Nel shrugged. “We must agree to disagree then. I think our greatest achievements have been through leaping, untethered. Certainly look back, but leaping is when we grow.”

“And what have you discovered, in your leaping? Anything on your site that tells you where to leap?”

She laughed. “It’s a nice site, but nothing spectacular. We’ve got mostly Jack and Shit, and Jack left town.”

His laugh was low and rolling, the sound of a storm too far to feel the rain. “Well, I wish you luck.”

She grinned. “And I hope you find your roots.”

“Why do you think I haven’t already?”

“Because you said it was the search that gave us humanity.”

His eyes crinkled deeper. “Here, let us take a picture together — for the wall of my restaurant. I can say the famous archaeologist ate here every summer. The crowds will come from miles.”

She rolled her eyes and pulled her best plastic grin on while he fumbled his camera phone out and leaned in. His shoulder was warm and hard from work. The faux shutter clacked and he sat back. “Good.”

She knocked back her drink. “I think I better walk this off before morning. Thanks for the talk.”

“Thank you as well. I’ll see you next week?”

“Sure thing.” Quiet and cool washed over her as she stepped out onto the porch. The air was just shy of warm, but the waves in the distance would be comfortable. As a rule, Nel didn’t often join the crew on their various excursions, whether they were drinking, eating, or swimming. She was good at faking, but at the end of the day, she wasn’t a people person. “I prefer my people buried bones.” The words crackled in the perfect loneliness of the night.

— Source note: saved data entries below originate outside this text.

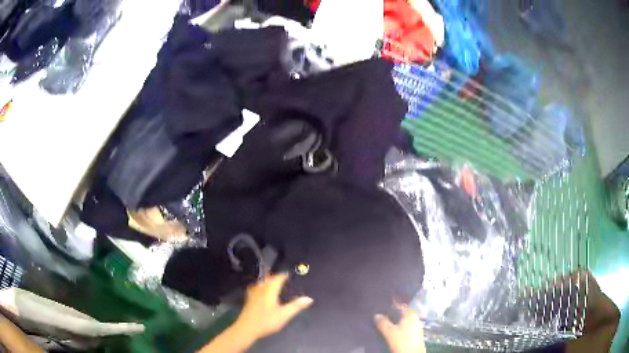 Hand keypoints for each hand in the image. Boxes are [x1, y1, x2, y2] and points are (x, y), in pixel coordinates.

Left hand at [234, 273, 313, 340]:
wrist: (246, 328)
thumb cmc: (266, 321)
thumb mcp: (284, 315)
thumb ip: (296, 306)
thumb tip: (309, 298)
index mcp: (270, 290)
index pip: (278, 278)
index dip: (284, 275)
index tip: (290, 274)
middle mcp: (261, 289)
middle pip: (268, 278)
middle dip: (276, 276)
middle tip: (283, 277)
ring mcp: (253, 293)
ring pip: (261, 282)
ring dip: (268, 280)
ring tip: (274, 281)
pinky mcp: (249, 299)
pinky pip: (256, 287)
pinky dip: (261, 286)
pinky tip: (261, 290)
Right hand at [375, 303, 425, 352]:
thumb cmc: (402, 341)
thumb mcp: (390, 332)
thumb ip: (383, 323)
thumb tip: (376, 314)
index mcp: (410, 314)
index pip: (400, 305)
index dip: (391, 304)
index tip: (381, 304)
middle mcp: (415, 317)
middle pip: (402, 312)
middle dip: (392, 313)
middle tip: (381, 313)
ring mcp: (416, 325)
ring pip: (403, 320)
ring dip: (395, 320)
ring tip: (384, 321)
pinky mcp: (415, 333)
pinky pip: (405, 326)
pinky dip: (398, 326)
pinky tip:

She thrust her hands into her pockets and trudged down the road towards the ocean. She perched on a rock to unlace her boots. The coarse sand felt smooth under her rough feet, and within a minute her clothes were a forgotten pile. The Pacific was cold for only a moment, the discomfort erased by a laughing yelp. The salt water lifted her, echoing the weightlessness of space, the buoyancy before birth. Her eyes found the Southern Cross in the sky, and she struck out, arms propelling her into colder, deeper waters. We might need our roots, but only as reminders. It was a leap that brought humans to the Americas — across Beringia, across the Atlantic and Pacific. It will be a leap that carries us to Mars, to other as yet unnamed worlds. She flipped onto her back, swimming a tiny metaphor for the belief twisted deep in her heart.